▶ [Exercise instructions]
Please restate the entries below word for word, leaving out any pictures.

Collected data entries
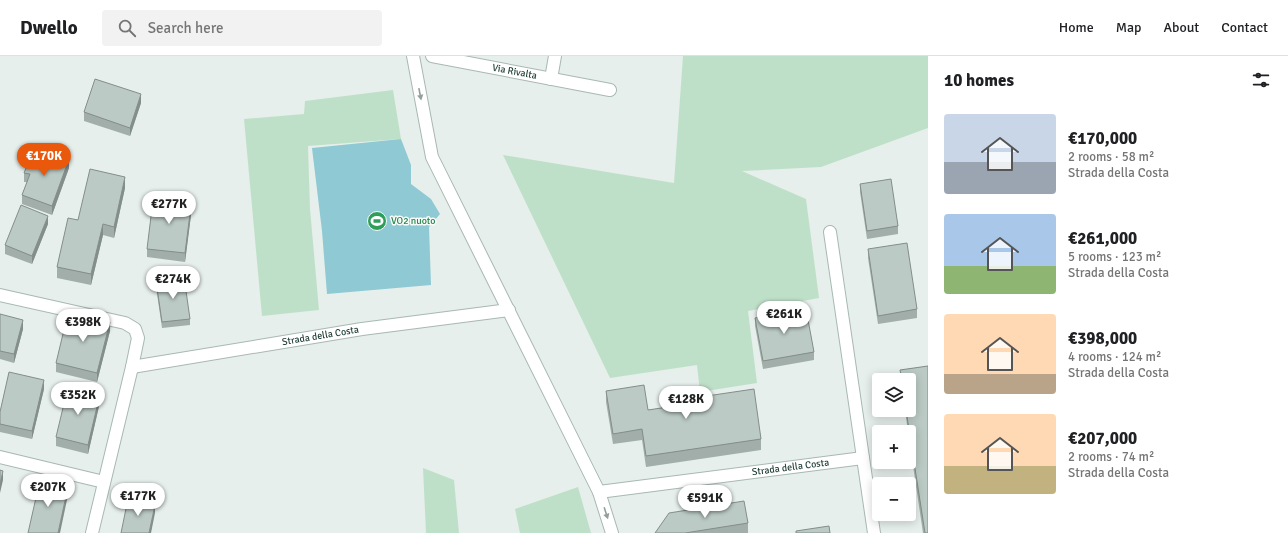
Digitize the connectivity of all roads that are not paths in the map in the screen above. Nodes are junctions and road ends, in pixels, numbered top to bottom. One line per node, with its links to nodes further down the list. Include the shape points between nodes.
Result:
1 (412, 56): 8 (street, one-way to 8, via 432,157)
2 (432, 56): 4 (street, Via Rivalta)
3 (555, 56): 4 (street, Via Rivalta)
4 (551, 79): 5 (street, Via Rivalta)
5 (610, 90)
6 (830, 232): 11 (street)
7 (0, 295): 9 (street, via 125,323 135,329 138,338)
8 (508, 310): 9 (street, Strada della Costa, via 362,329); 13 (street)
9 (132, 367): 12 (street)
10 (0, 457): 12 (street)
11 (863, 458): 13 (street, Strada della Costa); 16 (street)
12 (104, 482): 14 (street)
13 (599, 492): 15 (street, one-way to 15)
14 (92, 533)
15 (612, 533)
16 (874, 533)

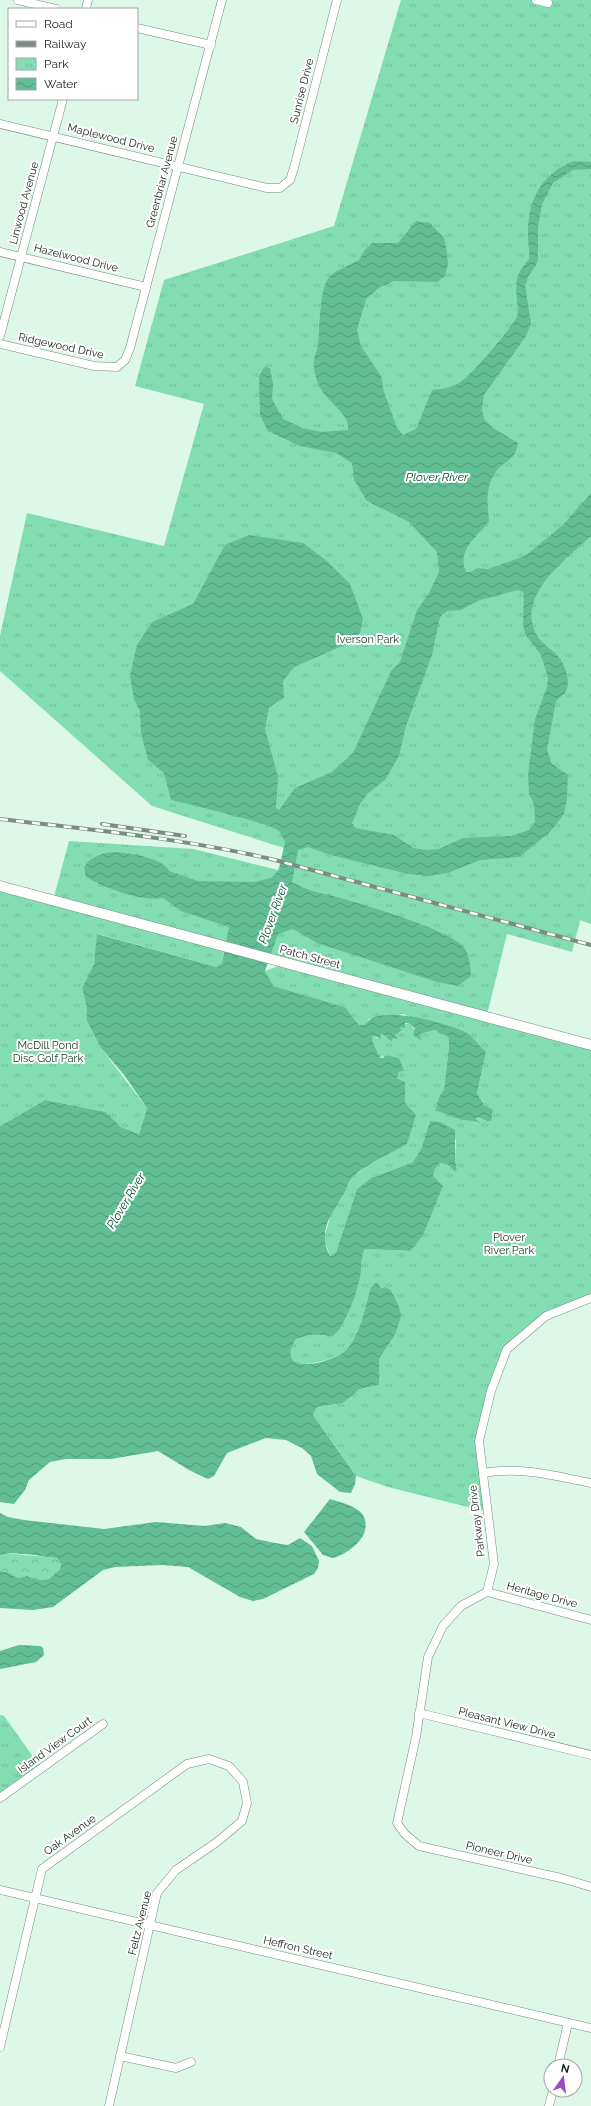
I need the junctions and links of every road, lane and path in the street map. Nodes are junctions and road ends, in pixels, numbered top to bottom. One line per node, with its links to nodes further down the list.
1 (18, 0): 6 (street)
2 (222, 0): 8 (street, Greenbriar Avenue)
3 (337, 0): 13 (street, Sunrise Drive)
4 (536, 0): 5 (street)
5 (548, 3)
6 (52, 8)
7 (138, 28): 8 (street)
8 (210, 45): 12 (street, Greenbriar Avenue)
9 (63, 100): 11 (street, Linwood Avenue)
10 (0, 124): 11 (street, Maplewood Drive)
11 (53, 135): 12 (street, Maplewood Drive); 15 (street, Linwood Avenue)
12 (178, 165): 13 (street, Maplewood Drive); 16 (street, Greenbriar Avenue)
13 (285, 186)
14 (0, 252): 15 (street, Hazelwood Drive)
15 (21, 256): 16 (street, Hazelwood Drive); 17 (street, Linwood Avenue)
16 (146, 286): 19 (street, Greenbriar Avenue)
17 (0, 336)
18 (0, 344): 19 (street, Ridgewood Drive)
19 (117, 367)
20 (0, 886): 21 (street, Patch Street)
21 (591, 1045)
22 (591, 1298): 23 (street, Parkway Drive)
23 (483, 1473): 24 (street); 25 (street, Parkway Drive)
24 (591, 1483)
25 (488, 1592): 26 (street, Heritage Drive); 27 (street)
26 (591, 1620)
27 (418, 1713): 29 (street, Pleasant View Drive); 32 (street, Pioneer Drive)
28 (103, 1724): 31 (street, Island View Court)
29 (591, 1755)
30 (243, 1782): 34 (street, Oak Avenue); 35 (street, Feltz Avenue)
31 (0, 1798)
32 (591, 1887)
33 (0, 1890): 34 (street, Heffron Street)
34 (35, 1899): 35 (street, Heffron Street); 38 (street, Oak Avenue)
35 (150, 1924): 36 (street, Heffron Street); 39 (street, Feltz Avenue)
36 (568, 2023): 37 (street, Heffron Street); 40 (street)
37 (591, 2028)
38 (0, 2047)
39 (120, 2056): 41 (street); 42 (street, Feltz Avenue)
40 (560, 2058)
41 (191, 2062)
42 (109, 2106)

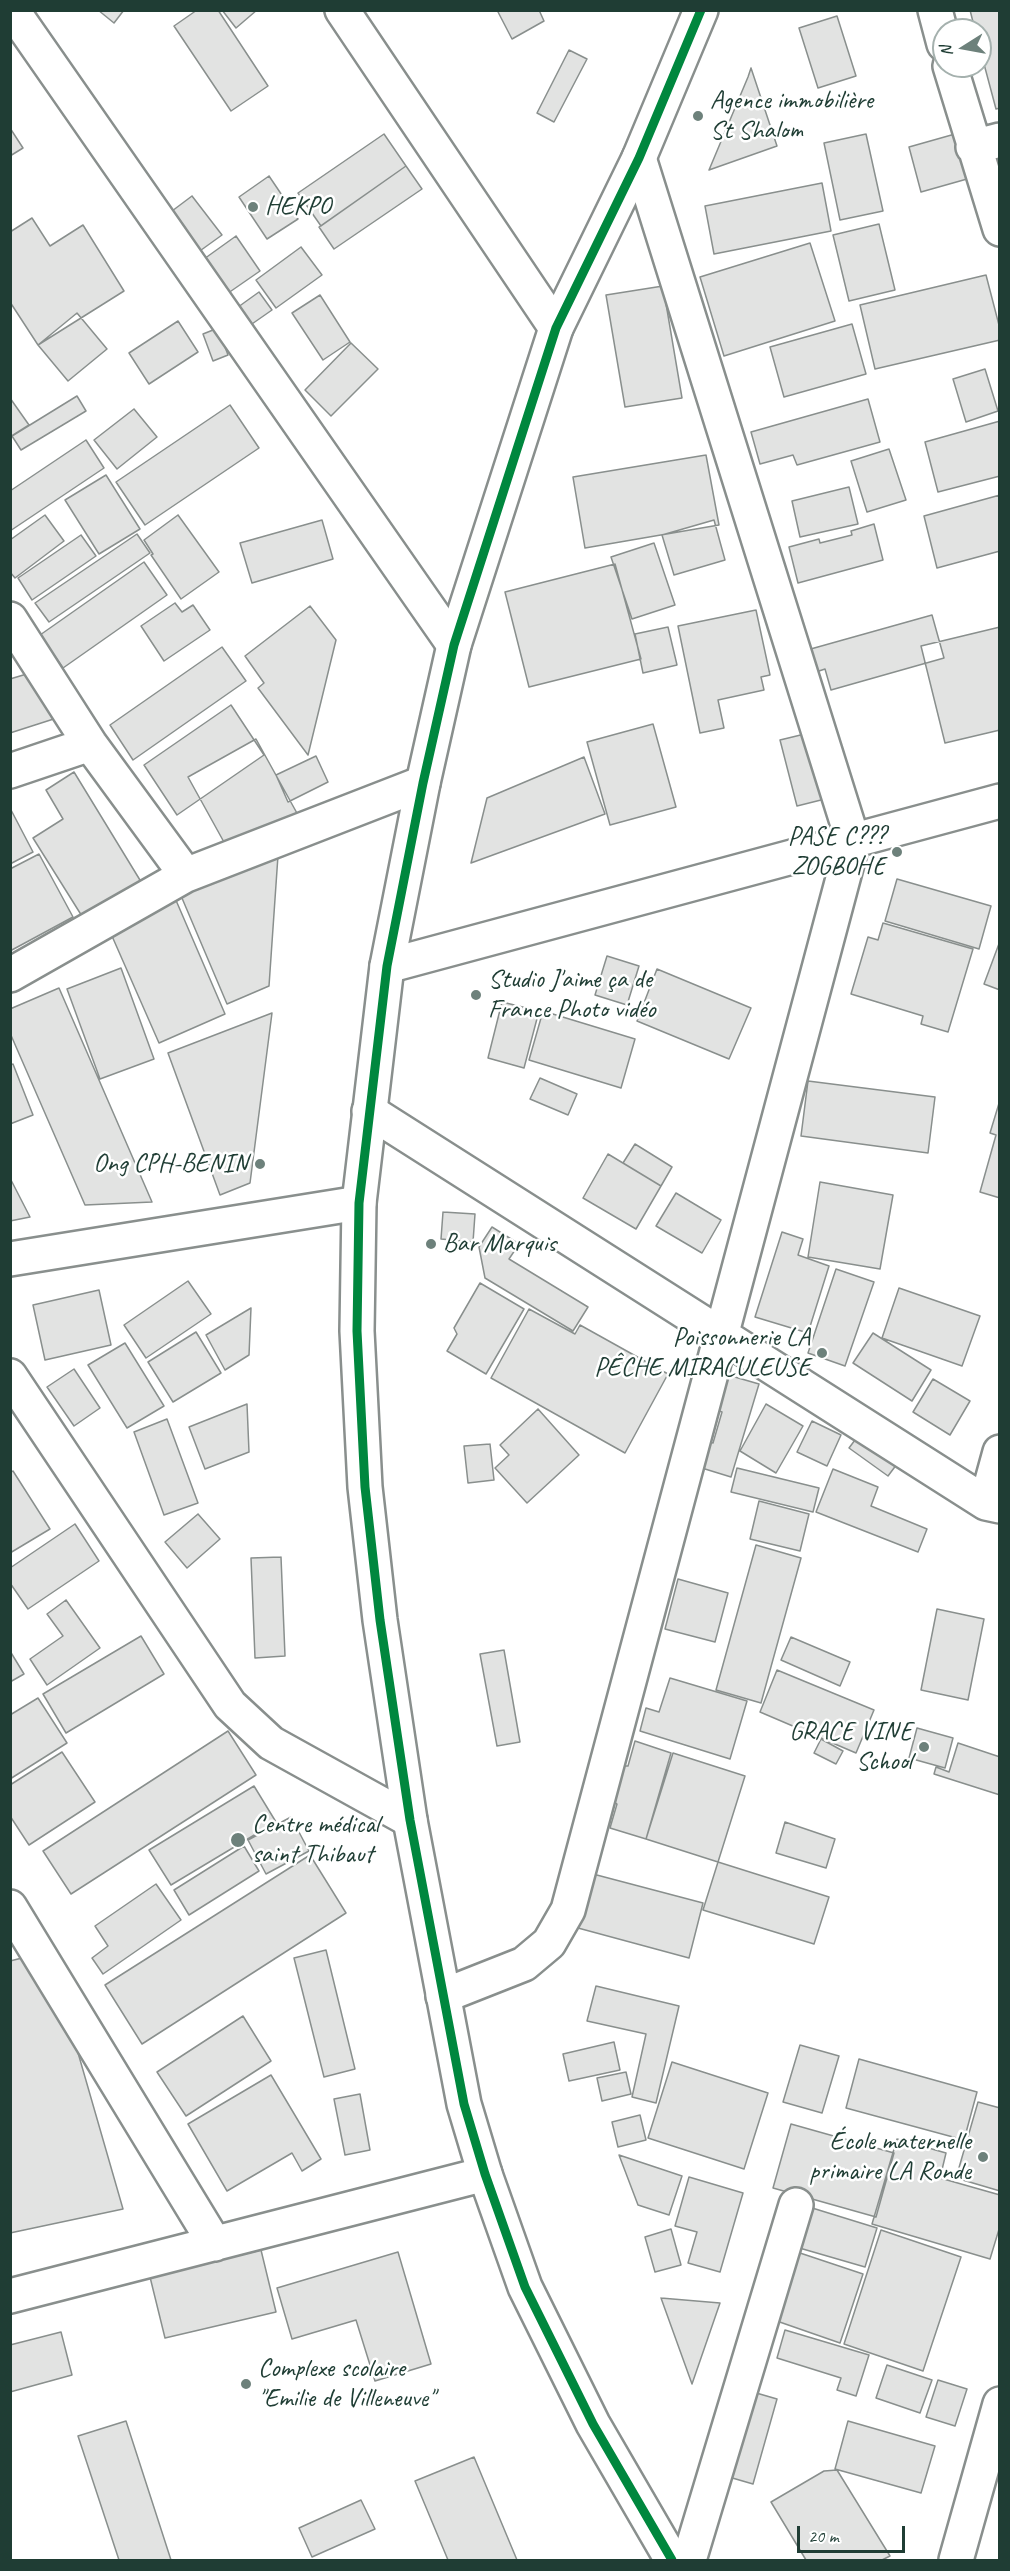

▶ [Reply to the exercise]
Digitize the connectivity of all roads that are not paths in the map in the screen above. Nodes are junctions and road ends, in pixels, numbered top to bottom. One line per node, with its links to nodes further down the list. Include the shape points between nodes.
Result:
1 (412, 56): 8 (street, one-way to 8, via 432,157)
2 (432, 56): 4 (street, Via Rivalta)
3 (555, 56): 4 (street, Via Rivalta)
4 (551, 79): 5 (street, Via Rivalta)
5 (610, 90)
6 (830, 232): 11 (street)
7 (0, 295): 9 (street, via 125,323 135,329 138,338)
8 (508, 310): 9 (street, Strada della Costa, via 362,329); 13 (street)
9 (132, 367): 12 (street)
10 (0, 457): 12 (street)
11 (863, 458): 13 (street, Strada della Costa); 16 (street)
12 (104, 482): 14 (street)
13 (599, 492): 15 (street, one-way to 15)
14 (92, 533)
15 (612, 533)
16 (874, 533)

I need the junctions and links of every road, lane and path in the street map. Nodes are junctions and road ends, in pixels, numbered top to bottom. One line per node, with its links to nodes further down the list.
1 (18, 0): 6 (street)
2 (222, 0): 8 (street, Greenbriar Avenue)
3 (337, 0): 13 (street, Sunrise Drive)
4 (536, 0): 5 (street)
5 (548, 3)
6 (52, 8)
7 (138, 28): 8 (street)
8 (210, 45): 12 (street, Greenbriar Avenue)
9 (63, 100): 11 (street, Linwood Avenue)
10 (0, 124): 11 (street, Maplewood Drive)
11 (53, 135): 12 (street, Maplewood Drive); 15 (street, Linwood Avenue)
12 (178, 165): 13 (street, Maplewood Drive); 16 (street, Greenbriar Avenue)
13 (285, 186)
14 (0, 252): 15 (street, Hazelwood Drive)
15 (21, 256): 16 (street, Hazelwood Drive); 17 (street, Linwood Avenue)
16 (146, 286): 19 (street, Greenbriar Avenue)
17 (0, 336)
18 (0, 344): 19 (street, Ridgewood Drive)
19 (117, 367)
20 (0, 886): 21 (street, Patch Street)
21 (591, 1045)
22 (591, 1298): 23 (street, Parkway Drive)
23 (483, 1473): 24 (street); 25 (street, Parkway Drive)
24 (591, 1483)
25 (488, 1592): 26 (street, Heritage Drive); 27 (street)
26 (591, 1620)
27 (418, 1713): 29 (street, Pleasant View Drive); 32 (street, Pioneer Drive)
28 (103, 1724): 31 (street, Island View Court)
29 (591, 1755)
30 (243, 1782): 34 (street, Oak Avenue); 35 (street, Feltz Avenue)
31 (0, 1798)
32 (591, 1887)
33 (0, 1890): 34 (street, Heffron Street)
34 (35, 1899): 35 (street, Heffron Street); 38 (street, Oak Avenue)
35 (150, 1924): 36 (street, Heffron Street); 39 (street, Feltz Avenue)
36 (568, 2023): 37 (street, Heffron Street); 40 (street)
37 (591, 2028)
38 (0, 2047)
39 (120, 2056): 41 (street); 42 (street, Feltz Avenue)
40 (560, 2058)
41 (191, 2062)
42 (109, 2106)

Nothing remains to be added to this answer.